- ACTIVITY -
Find the lines of the data below that include "Wood". Report their number only.

##### AVAILABLE DATA

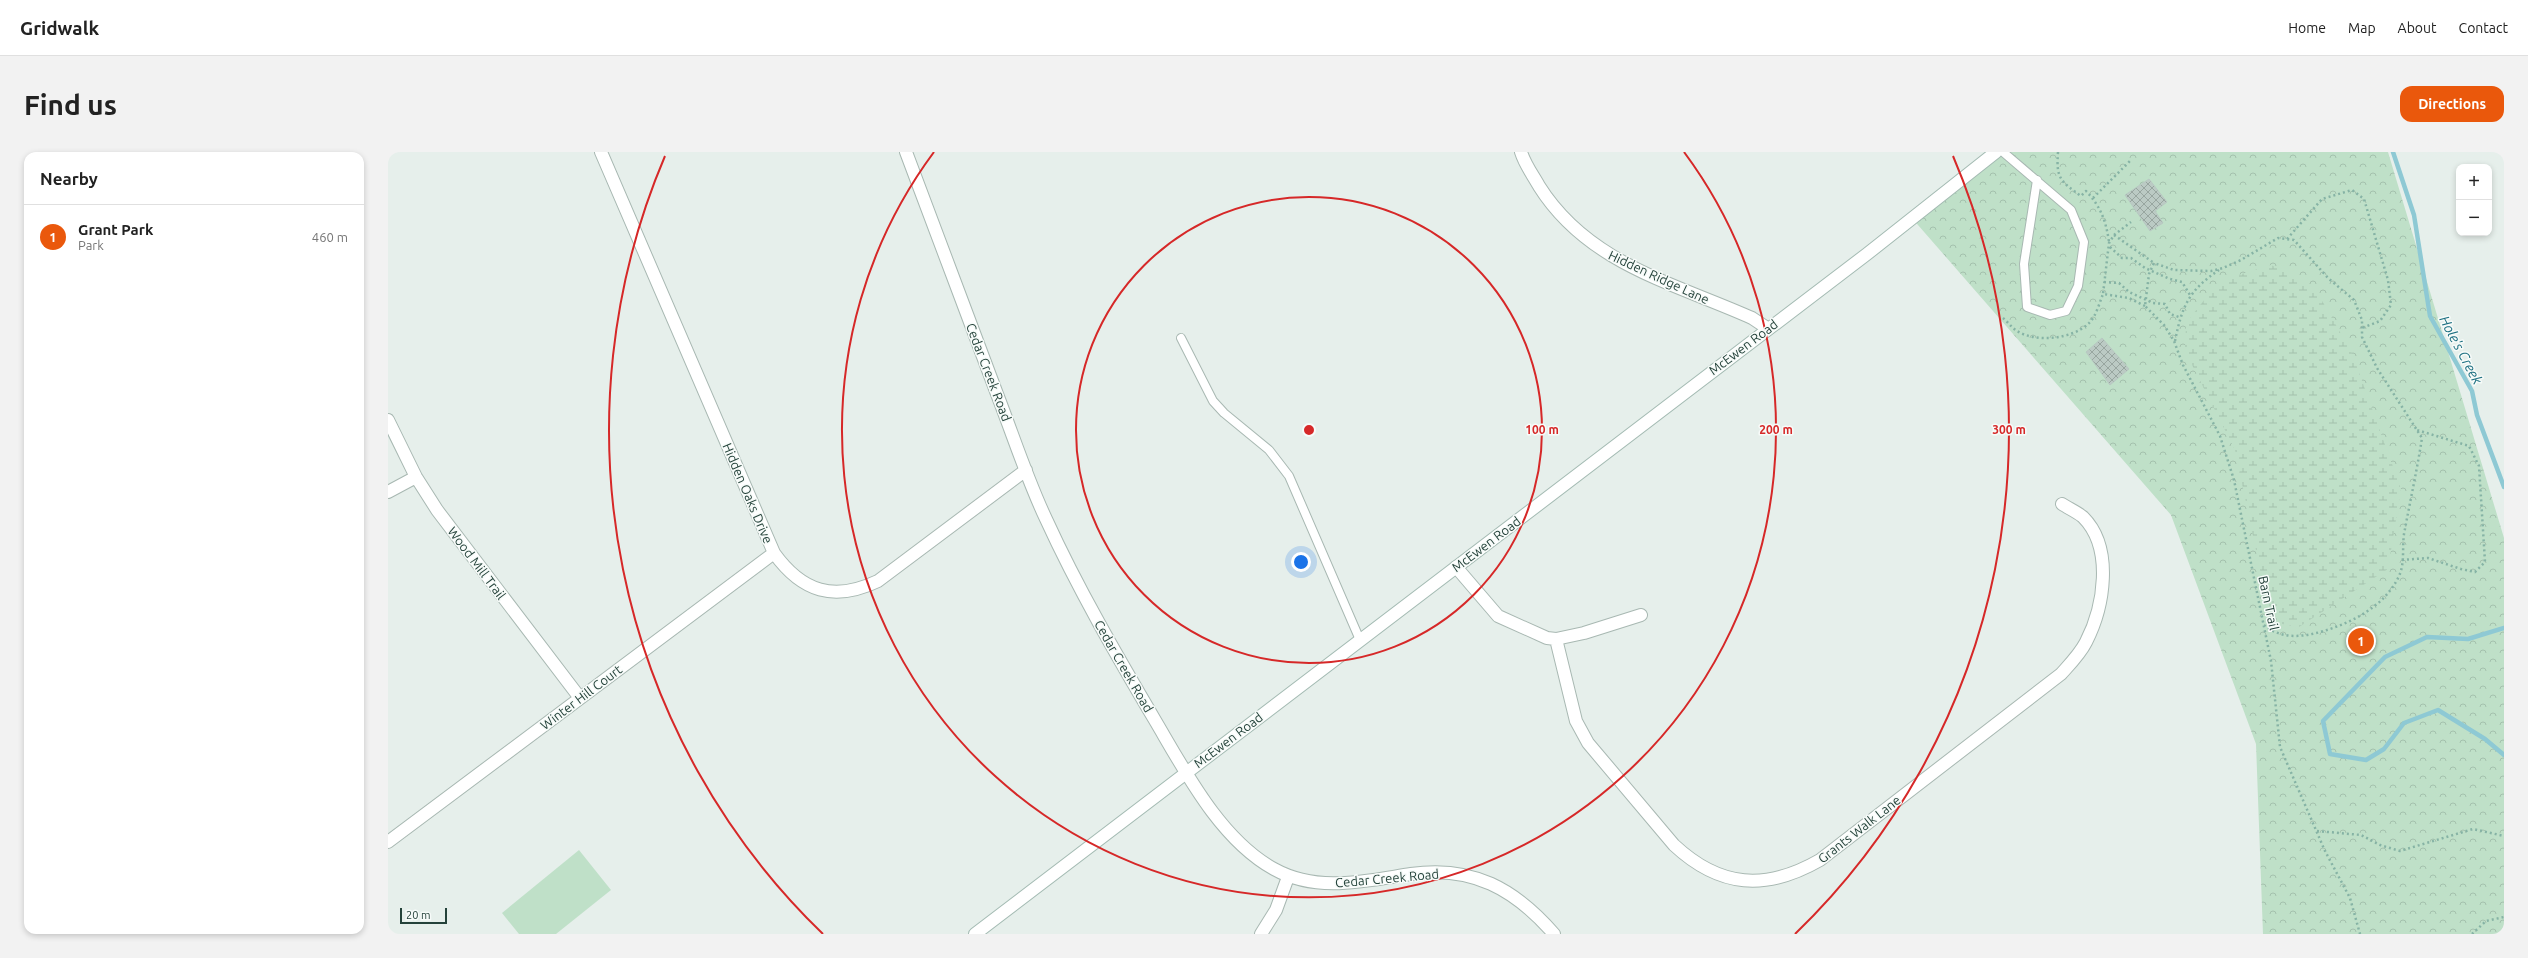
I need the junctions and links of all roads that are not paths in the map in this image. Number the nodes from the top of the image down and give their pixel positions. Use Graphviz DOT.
graph roads {
  1 [pos="601,152"];
  2 [pos="906,152"];
  3 [pos="1521,152"];
  4 [pos="1996,152"];
  5 [pos="2003,152"];
  6 [pos="2037,180"];
  7 [pos="1767,328"];
  8 [pos="1181,338"];
  9 [pos="388,420"];
  10 [pos="1026,470"];
  11 [pos="416,477"];
  12 [pos="388,492"];
  13 [pos="2062,504"];
  14 [pos="774,553"];
  15 [pos="1456,567"];
  16 [pos="1641,615"];
  17 [pos="1556,639"];
  18 [pos="1360,640"];
  19 [pos="580,698"];
  20 [pos="1186,773"];
  21 [pos="388,842"];
  22 [pos="1288,877"];
  23 [pos="974,934"];
  24 [pos="1261,934"];
  25 [pos="1554,934"];
  1 -- 14 [label="street, Hidden Oaks Drive"];
  2 -- 10 [label="street, Cedar Creek Road"];
  3 -- 7 [label="street, Hidden Ridge Lane"];
  4 -- 7 [label="street, McEwen Road"];
  5 -- 6 [label="lane"];
  6 -- 6 [label="lane"];
  7 -- 15 [label="street, McEwen Road"];
  8 -- 18 [label="lane"];
  9 -- 11 [label="street, Wood Mill Trail"];
  10 -- 14 [label="street, Hidden Oaks Drive"];
  10 -- 20 [label="street, Cedar Creek Road"];
  11 -- 12 [label="street"];
  11 -- 19 [label="street, Wood Mill Trail"];
  13 -- 17 [label="street, Grants Walk Lane"];
  14 -- 19 [label="street, Winter Hill Court"];
  15 -- 17 [label="street"];
  15 -- 18 [label="street, McEwen Road"];
  16 -- 17 [label="street"];
  18 -- 20 [label="street, McEwen Road"];
  19 -- 21 [label="street, Winter Hill Court"];
  20 -- 22 [label="street, Cedar Creek Road"];
  20 -- 23 [label="street, McEwen Road"];
  22 -- 24 [label="street"];
  22 -- 25 [label="street, Cedar Creek Road"];
}
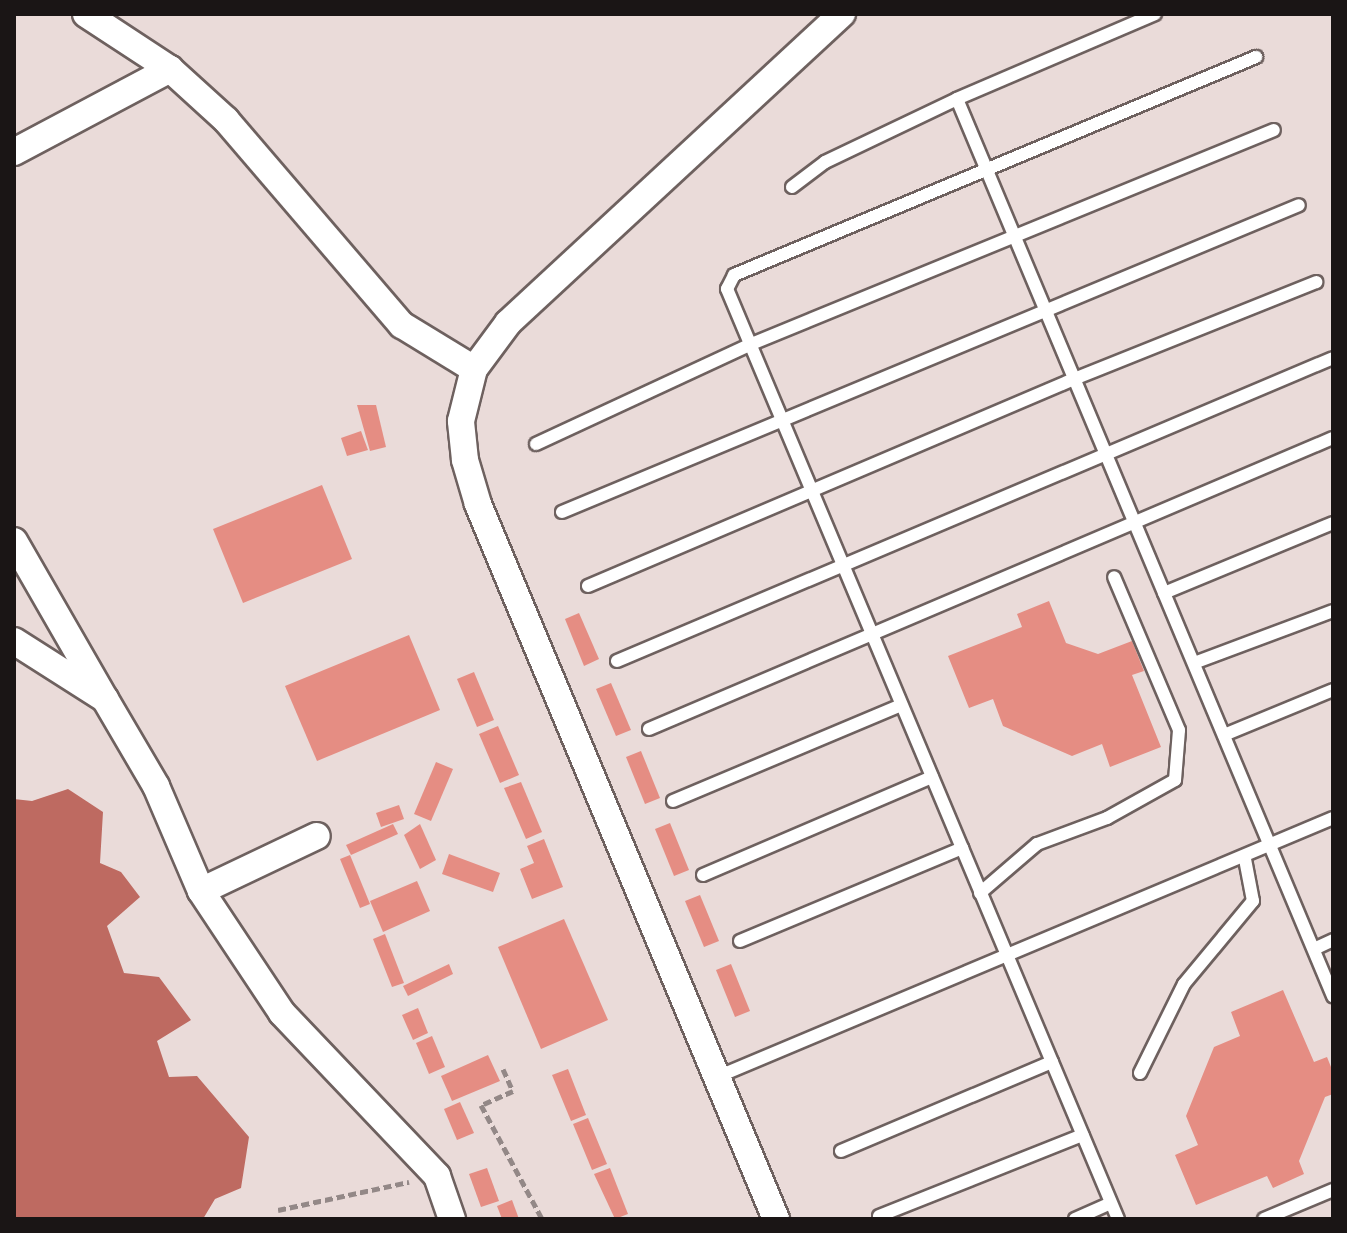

##########

- EXERCISE RESPONSE -
2